# SUPPLIED MATERIAL
=== Begin Enclosure ===

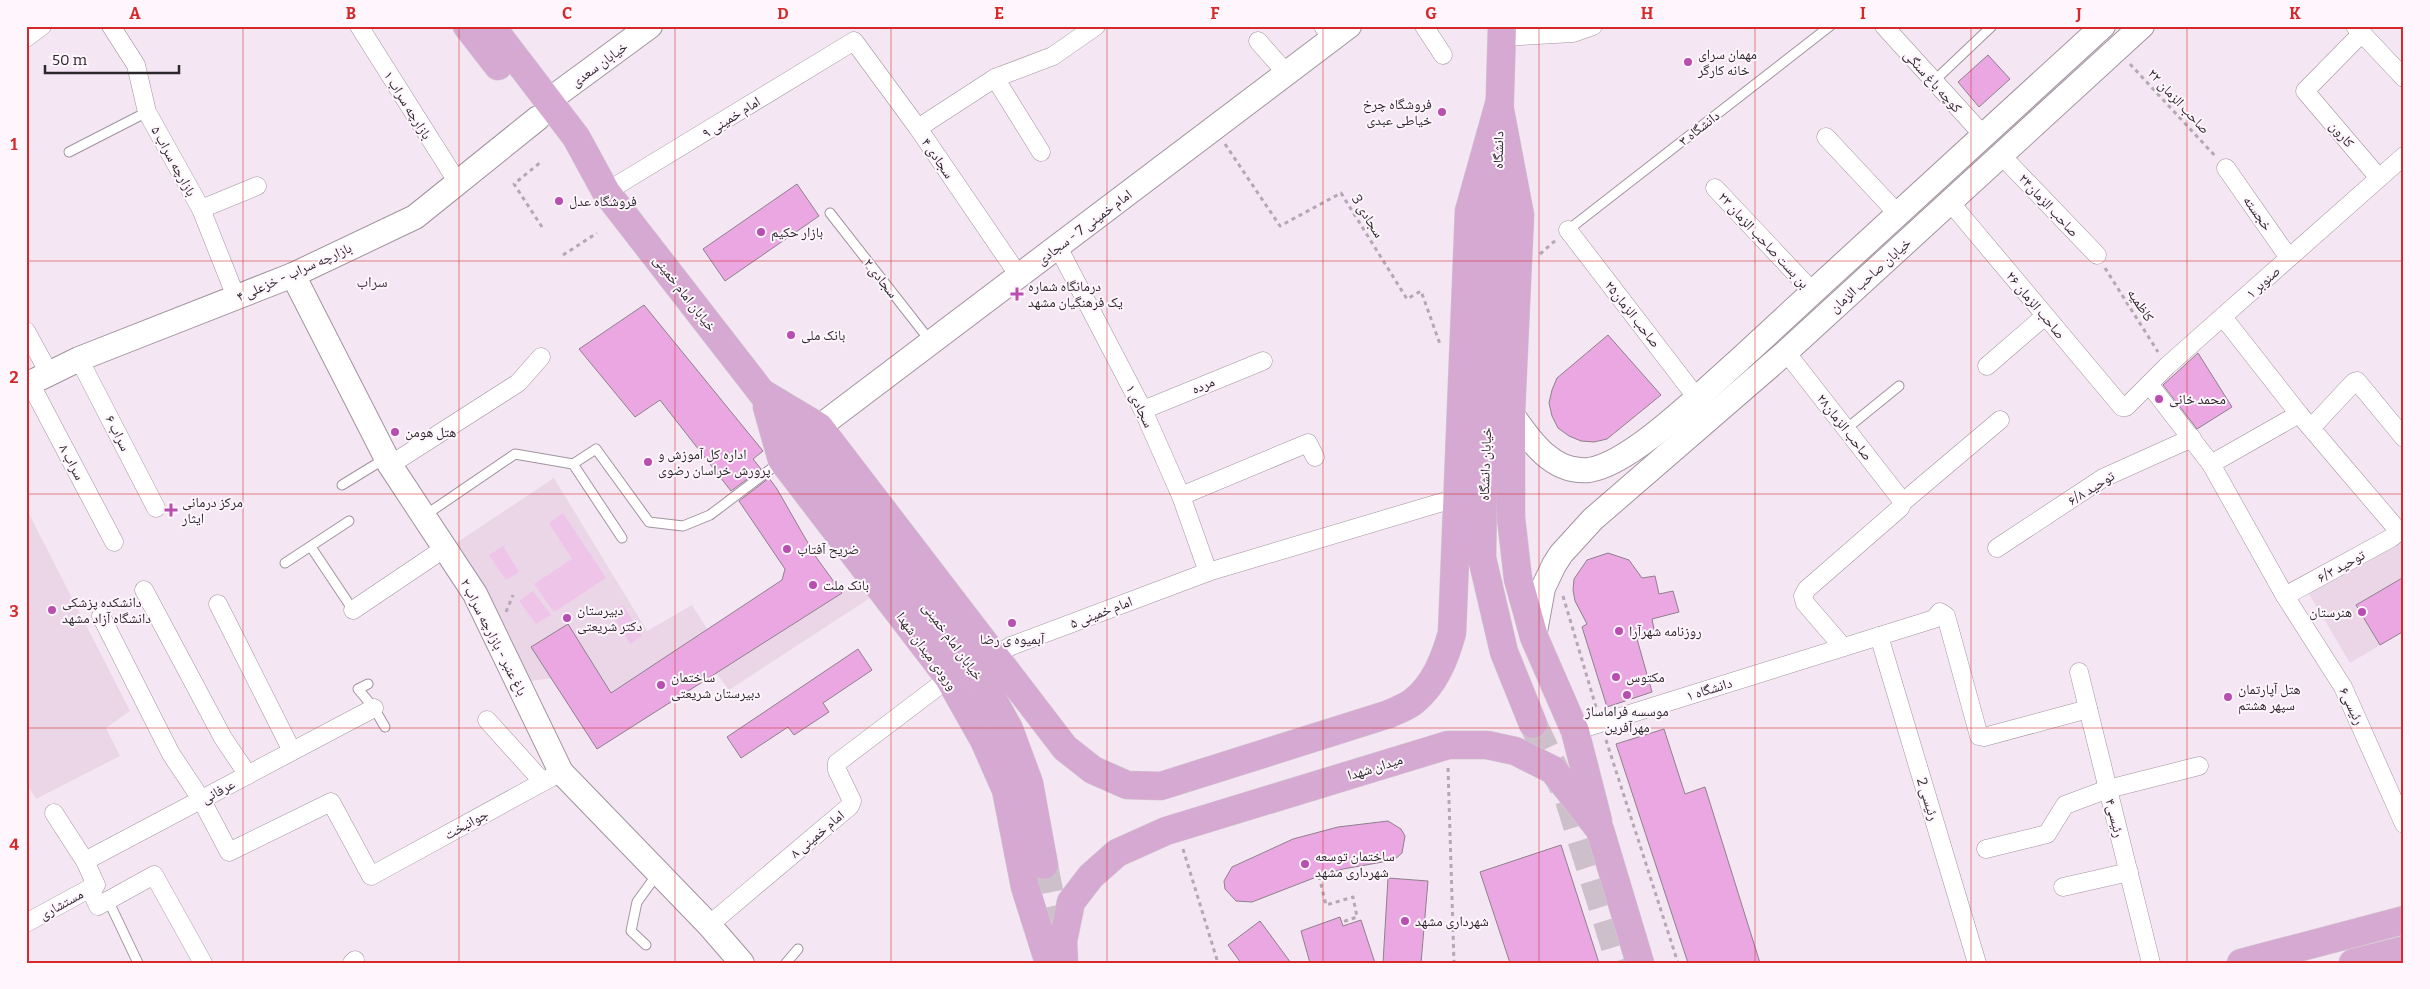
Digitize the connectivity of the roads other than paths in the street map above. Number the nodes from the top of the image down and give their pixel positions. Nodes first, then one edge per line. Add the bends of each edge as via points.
1 (42, 26) edge
2 (111, 26) edge
3 (359, 26) edge
4 (467, 26) edge
5 (491, 26) edge
6 (650, 26) edge
7 (1096, 26) edge
8 (1424, 26) edge
9 (1593, 26) edge
10 (1830, 26) edge
11 (1884, 26) edge
12 (1992, 26) edge
13 (2103, 26) edge
14 (2142, 26) edge
15 (1335, 30) edge
16 (2359, 30) edge
17 (1502, 32) edge
18 (26, 38) edge
19 (854, 41) joint
20 (1258, 41) dead end
21 (1443, 55) dead end
22 (1287, 74) junction
23 (995, 78) junction
24 (2404, 78) edge
25 (1933, 82) junction
26 (1499, 104) junction
27 (543, 110) junction
28 (147, 112) junction
29 (918, 128) junction
30 (1984, 136) junction
31 (1826, 137) dead end
32 (69, 152) dead end
33 (1041, 152) dead end
34 (2001, 155) junction
35 (2404, 156) edge
36 (2226, 168) road end
37 (2379, 178) junction
38 (458, 183) junction
39 (257, 186) dead end
40 (1716, 188) dead end
41 (606, 192) junction
42 (1497, 196) joint
43 (1950, 202) junction
44 (201, 209) junction
45 (830, 213) dead end
46 (1898, 214) junction
47 (1568, 230) joint
48 (1058, 247) junction
49 (2097, 255) road end
50 (2289, 258) junction
51 (293, 275) junction
52 (1019, 276) junction
53 (1813, 292) junction
54 (236, 297) junction
55 (2045, 316) junction
56 (2224, 316) junction
57 (26, 332) edge
58 (931, 342) junction
59 (1786, 352) junction
60 (542, 357) dead end
61 (80, 359) junction
62 (1263, 361) dead end
63 (1987, 366) dead end
64 (35, 380) edge
65 (2149, 384) junction
66 (1899, 386) dead end
67 (1697, 398) junction
68 (2122, 408) joint
69 (1143, 410) junction
70 (1511, 413) junction
71 (2299, 414) junction
72 (2000, 420) dead end
73 (2311, 428) junction
74 (1846, 429) junction
75 (2192, 438) junction
76 (2404, 438) edge
77 (801, 444) junction
78 (1315, 458) dead end
79 (388, 461) junction
80 (574, 464) junction
81 (2211, 464) junction
82 (342, 485) dead end
83 (1181, 496) junction
84 (1456, 498) junction
85 (1903, 502) junction
86 (156, 508) dead end
87 (424, 516) junction
88 (349, 521) dead end
89 (622, 538) dead end
90 (114, 542) dead end
91 (311, 548) junction
92 (445, 548) junction
93 (1997, 548) dead end
94 (286, 563) dead end
95 (1208, 572) junction
96 (144, 590) dead end
97 (2285, 596) junction
98 (218, 604) dead end
99 (353, 610) joint
100 (101, 616) dead end
101 (1879, 636) junction
102 (1534, 637) junction
103 (1843, 647) junction
104 (996, 655) junction
105 (2079, 672) dead end
106 (949, 678) junction
107 (368, 684) dead end
108 (374, 708) junction
109 (2088, 709) junction
110 (488, 720) dead end
111 (1533, 724) tunnel mouth
112 (385, 728) dead end
113 (1575, 731) junction
114 (292, 751) junction
115 (2199, 766) dead end
116 (248, 774) junction
117 (552, 777) junction
118 (2108, 789) junction
119 (202, 799) junction
120 (2400, 802) edge
121 (54, 813) dead end
122 (2404, 824) edge
123 (1600, 830) junction
124 (1986, 849) dead end
125 (85, 861) junction
126 (1044, 865) tunnel mouth
127 (658, 872) junction
128 (2128, 872) junction
129 (93, 886) junction
130 (2063, 887) dead end
131 (108, 900) junction
132 (2404, 920) edge
133 (26, 923) edge
134 (708, 924) junction
135 (646, 945) dead end
136 (798, 949) dead end
137 (2404, 950) edge
138 (138, 963) edge
139 (203, 963) edge
140 (742, 963) edge
141 (786, 963) edge
142 (1049, 963) edge
143 (1064, 963) edge
144 (1640, 963) edge
145 (1977, 963) edge
146 (2151, 963) edge
147 (2241, 963) edge
148 (2353, 963) edge

1 - 18 street
2 - 28 street, بازارچه سراب ۵ via 136,65
3 - 38 street, بازارچه سراب ۱
4 - 27 main road, خیابان امام خمینی
5 - 27 main road, خیابان امام خمینی
6 - 27 street, خیابان سعدی
7 - 23 street via 1054,56
8 - 21 street
9 - 17 street via 1573,33
10 - 47 lane, دانشگاه ۳
11 - 25 street, کوچه باغ سنگی
12 - 25 lane
13 - 30 street
14 - 34 street, خیابان صاحب الزمان
15 - 22 street, امام خمینی 7 - سجادی
16 - 24 street
16 - 37 street, کارون via 2305,91
17 - 26 main road
19 - 29 street, سجادی ۴
19 - 41 street, امام خمینی ۹
20 - 22 street
22 - 48 street, امام خمینی 7 - سجادی
23 - 29 street
23 - 33 street
25 - 30 street, کوچه باغ سنگی
26 - 42 main road, دانشگاه
26 - 70 main road via 1520,215
26 - 84 main road via 1468,211
27 - 38 street, بازارچه سراب - خزعلی ۴
27 - 41 main road, خیابان امام خمینی via 576,137
28 - 32 lane
28 - 44 street, بازارچه سراب ۵
29 - 52 street, سجادی ۴
30 - 46 street
31 - 46 street
34 - 43 street, خیابان صاحب الزمان
34 - 49 street, صاحب الزمان۲۴
35 - 37 street, صنوبر ۱
36 - 50 street, خجسته
37 - 50 street, صنوبر ۱
38 - 51 street, بازارچه سراب - خزعلی ۴ via 415,216
39 - 44 street
40 - 53 street, بن بست صاحب الزمان ۲۳
41 - 77 main road, خیابان امام خمینی
42 - 111 main road, خیابان دانشگاه via 1482,558 1504,652
43 - 55 street, صاحب الزمان ۲۶
43 - 59 street, خیابان صاحب الزمان
44 - 54 street, بازارچه سراب ۵
45 - 58 lane, سجادی ۲
46 - 53 street
47 - 67 street, صاحب الزمان۲۵
48 - 52 street, امام خمینی 7 - سجادی
48 - 69 street, سجادی ۱
50 - 56 street, صنوبر ۱
51 - 54 street, بازارچه سراب - خزعلی ۴
51 - 79 street, باغ عنبر - بازارچه سراب ۲
52 - 58 street, امام خمینی 7 - سجادی
53 - 67 street
54 - 61 street, بازارچه سراب - خزعلی ۴
55 - 63 street
55 - 68 street, صاحب الزمان ۲۶
56 - 65 street, صنوبر ۱
56 - 71 street
57 - 64 street, سراب ۸
58 - 77 street, امام خمینی 7 - سجادی
59 - 74 street, صاحب الزمان۲۸
59 - 102 street, خیابان صاحب الزمان via 1593,519 1561,554 1543,588
60 - 79 street via 518,383
61 - 64 street, بازارچه سراب - خزعلی ۴
61 - 86 street, سراب ۶
62 - 69 street, مرده
64 - 90 street, سراب ۸
65 - 68 street, صنوبر ۱
65 - 75 street, رئیسی۶
66 - 74 lane
67 - 70 street via 1624,456 1606,466 1588,470 1569,468 1547,458
69 - 83 street, سجادی ۱
70 - 102 main road via 1511,518 1518,579
71 - 73 street
71 - 81 street
72 - 85 street
73 - 76 street via 2357,381
73 - 97 street, توحید ۶/۳ via 2396,528 2396,534
74 - 85 street, صاحب الزمان۲۸
75 - 81 street, رئیسی۶
75 - 93 street, توحید ۶/۸ via 2103,478
77 - 80 lane via 710,514 683,526 649,522 596,449
77 - 104 main road
77 - 106 main road, ورودی میدان شهدا
77 - 126 main road, خیابان امام خمینی via 976,670 1009,729 1029,783
78 - 83 street via 1308,443
79 - 82 lane
79 - 87 street, باغ عنبر - بازارچه سراب ۲
80 - 87 lane via 515,454
80 - 89 lane
81 - 97 street, رئیسی۶
83 - 95 street, سجادی ۱
84 - 95 street, امام خمینی ۵
84 - 104 main road via 1456,579 1452,633 1447,651 1436,676 1414,702 1389,714 1161,786 1127,785 1093,770 1065,748
85 - 103 street via 1803,596 1805,603
87 - 92 street, باغ عنبر - بازارچه سراب ۲
88 - 91 lane
91 - 94 lane
91 - 99 lane
92 - 99 street
92 - 117 street, باغ عنبر - بازارچه سراب ۲ via 475,594
95 - 104 street, امام خمینی ۵ via 1011,646
96 - 116 street via 223,738
97 - 120 street, رئیسی۶ via 2344,688
98 - 114 street
100 - 119 street via 171,754
101 - 103 street, دانشگاه ۱
101 - 109 street, دانشگاه ۱ via 1934,619 1940,612 1946,616 1979,736
101 - 145 street, رئیسی 2
102 - 113 main road
103 - 113 street, دانشگاه ۱
105 - 109 street, رئیسی۴
106 - 134 street, امام خمینی ۸ via 837,763 837,770 852,801 850,806
106 - 142 main road, ورودی میدان شهدا via 984,740 1006,790 1025,887
107 - 108 lane via 358,689
108 - 112 lane
108 - 114 street, عرفانی
109 - 118 street, رئیسی۴
110 - 117 street
113 - 123 main road
114 - 116 street, عرفانی
115 - 118 street
116 - 119 street, عرفانی
117 - 119 street, جوانبخت via 371,876 331,802 229,852
117 - 127 street, باغ عنبر - بازارچه سراب ۲
118 - 124 street via 2065,806 2047,834
118 - 128 street, رئیسی۴
119 - 125 street, عرفانی
120 - 122 street, رئیسی۶
121 - 125 street
123 - 143 main road, میدان شهدا via 1553,770 1515,751 1487,745 1448,745 1177,828 1117,852 1091,876 1071,902 1063,941
123 - 144 main road, میدان شهدا
125 - 129 street
127 - 134 street, باغ عنبر - بازارچه سراب ۲
127 - 135 lane via 636,902 631,931
128 - 130 street
128 - 146 street, رئیسی۴
129 - 131 street via 98,906
129 - 133 street, مستشاری
131 - 138 lane
131 - 139 street via 154,875
132 - 147 main road
134 - 140 street, باغ عنبر - بازارچه سراب ۲
136 - 141 lane
137 - 148 main road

=== End Enclosure ===

In the lines above, find each one with "دانشگاه" and list it.

10 - 47 lane, دانشگاه ۳
26 - 42 main road, دانشگاه
42 - 111 main road, خیابان دانشگاه via 1482,558 1504,652
101 - 103 street, دانشگاه ۱
101 - 109 street, دانشگاه ۱ via 1934,619 1940,612 1946,616 1979,736
103 - 113 street, دانشگاه ۱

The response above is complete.